*** Opening of EXERCISE MATERIALS ***

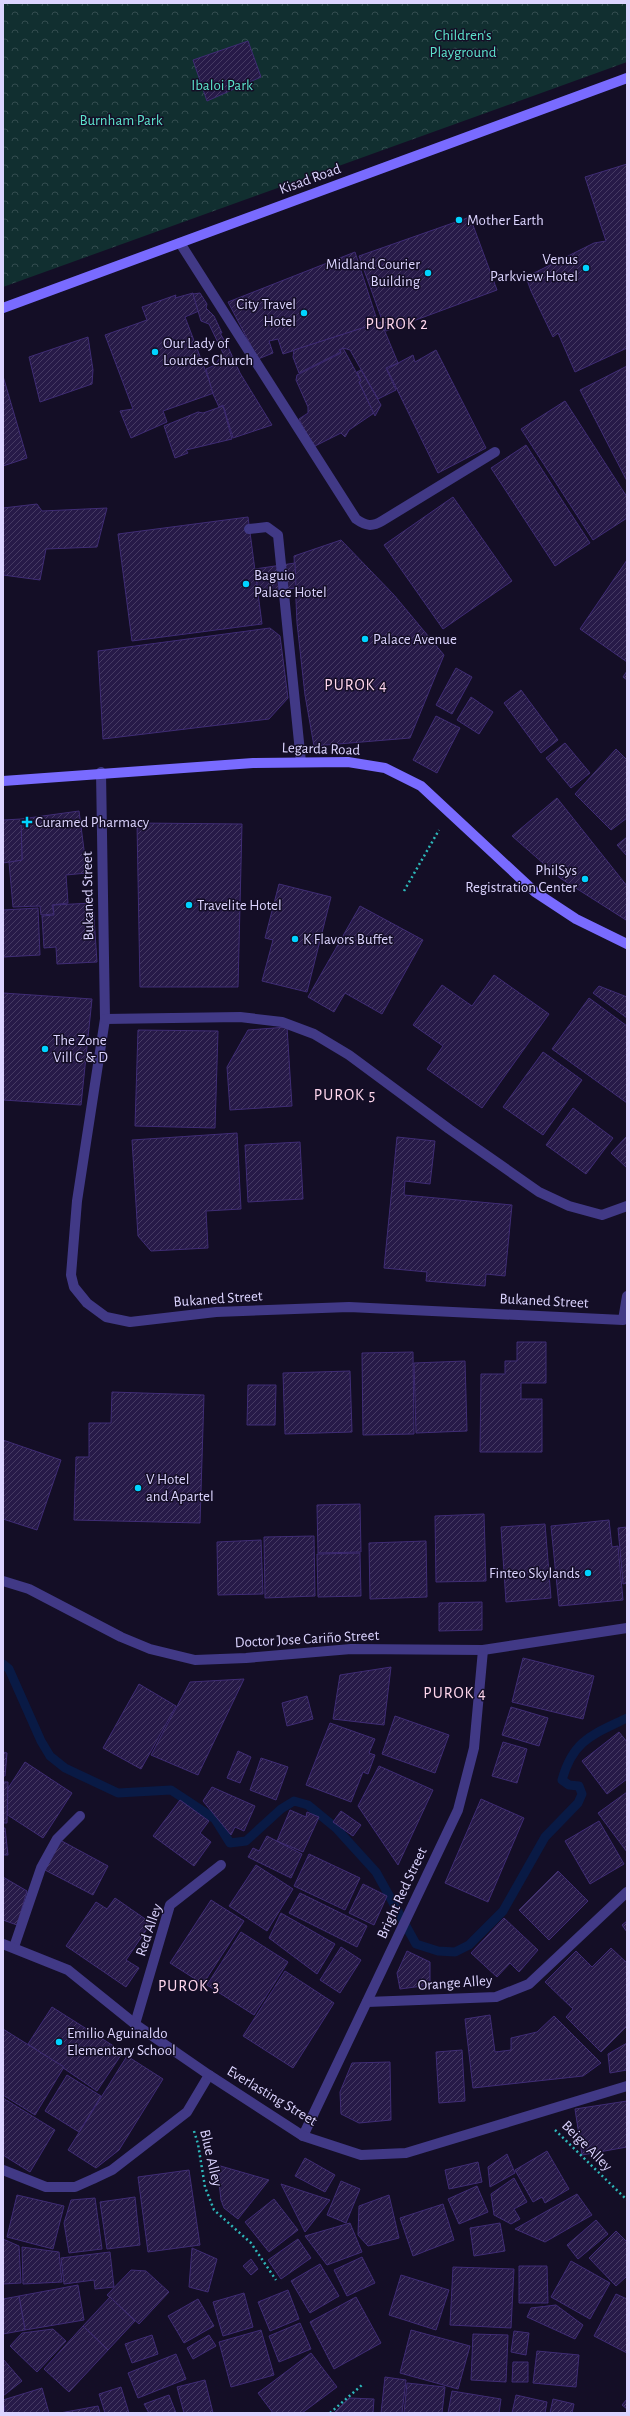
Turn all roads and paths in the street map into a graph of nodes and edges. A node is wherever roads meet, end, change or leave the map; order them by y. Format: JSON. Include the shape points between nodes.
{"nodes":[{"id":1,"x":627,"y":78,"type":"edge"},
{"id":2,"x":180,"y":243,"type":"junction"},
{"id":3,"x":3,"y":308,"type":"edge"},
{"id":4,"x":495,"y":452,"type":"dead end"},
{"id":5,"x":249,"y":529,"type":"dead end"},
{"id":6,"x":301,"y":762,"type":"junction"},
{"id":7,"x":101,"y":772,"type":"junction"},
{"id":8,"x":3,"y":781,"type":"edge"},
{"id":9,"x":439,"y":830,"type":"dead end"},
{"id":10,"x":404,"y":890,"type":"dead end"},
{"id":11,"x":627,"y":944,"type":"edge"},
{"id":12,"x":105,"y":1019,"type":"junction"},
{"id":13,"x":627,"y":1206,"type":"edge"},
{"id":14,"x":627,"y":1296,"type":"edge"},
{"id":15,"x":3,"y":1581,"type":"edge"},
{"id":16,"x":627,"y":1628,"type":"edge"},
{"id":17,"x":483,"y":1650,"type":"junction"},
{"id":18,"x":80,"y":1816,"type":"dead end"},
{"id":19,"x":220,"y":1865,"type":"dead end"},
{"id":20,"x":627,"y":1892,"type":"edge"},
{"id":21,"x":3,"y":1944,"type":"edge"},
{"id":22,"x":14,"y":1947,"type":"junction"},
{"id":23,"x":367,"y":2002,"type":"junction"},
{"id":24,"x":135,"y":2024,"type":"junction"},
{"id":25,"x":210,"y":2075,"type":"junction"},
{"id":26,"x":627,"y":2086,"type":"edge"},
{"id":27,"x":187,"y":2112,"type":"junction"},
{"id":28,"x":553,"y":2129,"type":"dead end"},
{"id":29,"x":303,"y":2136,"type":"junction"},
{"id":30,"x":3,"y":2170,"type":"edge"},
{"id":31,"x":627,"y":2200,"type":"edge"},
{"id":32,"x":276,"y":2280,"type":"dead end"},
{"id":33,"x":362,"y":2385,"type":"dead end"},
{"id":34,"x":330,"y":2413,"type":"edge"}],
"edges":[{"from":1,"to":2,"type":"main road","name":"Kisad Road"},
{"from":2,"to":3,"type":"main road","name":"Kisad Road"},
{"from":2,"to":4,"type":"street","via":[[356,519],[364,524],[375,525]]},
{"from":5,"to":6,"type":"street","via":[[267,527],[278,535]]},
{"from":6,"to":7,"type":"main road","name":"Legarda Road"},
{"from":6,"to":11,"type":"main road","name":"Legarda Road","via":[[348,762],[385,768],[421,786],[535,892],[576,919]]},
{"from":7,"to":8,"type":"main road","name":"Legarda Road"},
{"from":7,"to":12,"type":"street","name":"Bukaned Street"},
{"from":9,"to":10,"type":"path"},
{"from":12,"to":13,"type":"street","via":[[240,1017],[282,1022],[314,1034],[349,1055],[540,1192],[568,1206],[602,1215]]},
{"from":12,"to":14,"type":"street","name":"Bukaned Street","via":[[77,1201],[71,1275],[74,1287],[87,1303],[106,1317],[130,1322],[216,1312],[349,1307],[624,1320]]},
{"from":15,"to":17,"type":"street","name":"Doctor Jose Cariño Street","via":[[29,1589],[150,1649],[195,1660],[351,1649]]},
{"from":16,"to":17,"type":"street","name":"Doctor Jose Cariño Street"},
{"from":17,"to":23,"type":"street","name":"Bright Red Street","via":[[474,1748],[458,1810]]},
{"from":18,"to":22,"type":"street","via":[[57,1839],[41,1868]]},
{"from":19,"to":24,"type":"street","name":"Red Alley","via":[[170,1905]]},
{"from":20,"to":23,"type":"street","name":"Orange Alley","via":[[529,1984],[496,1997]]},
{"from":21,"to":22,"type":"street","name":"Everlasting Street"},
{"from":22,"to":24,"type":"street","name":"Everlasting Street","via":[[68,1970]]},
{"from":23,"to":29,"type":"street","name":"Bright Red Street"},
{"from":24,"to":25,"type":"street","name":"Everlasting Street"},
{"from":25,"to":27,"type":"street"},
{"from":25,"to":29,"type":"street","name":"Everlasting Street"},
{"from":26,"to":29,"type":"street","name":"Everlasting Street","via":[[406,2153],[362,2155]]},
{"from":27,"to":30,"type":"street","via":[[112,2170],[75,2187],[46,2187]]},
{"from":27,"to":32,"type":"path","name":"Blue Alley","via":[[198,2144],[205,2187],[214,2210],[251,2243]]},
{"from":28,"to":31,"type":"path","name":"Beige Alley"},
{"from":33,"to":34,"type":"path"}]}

*** Close of EXERCISE MATERIALS ***

WHAT TO DO: Return all lines in the entries above that carry the word "Legarda".

SOLUTION:
{"from":6,"to":7,"type":"main road","name":"Legarda Road"},
{"from":6,"to":11,"type":"main road","name":"Legarda Road","via":[[348,762],[385,768],[421,786],[535,892],[576,919]]},
{"from":7,"to":8,"type":"main road","name":"Legarda Road"},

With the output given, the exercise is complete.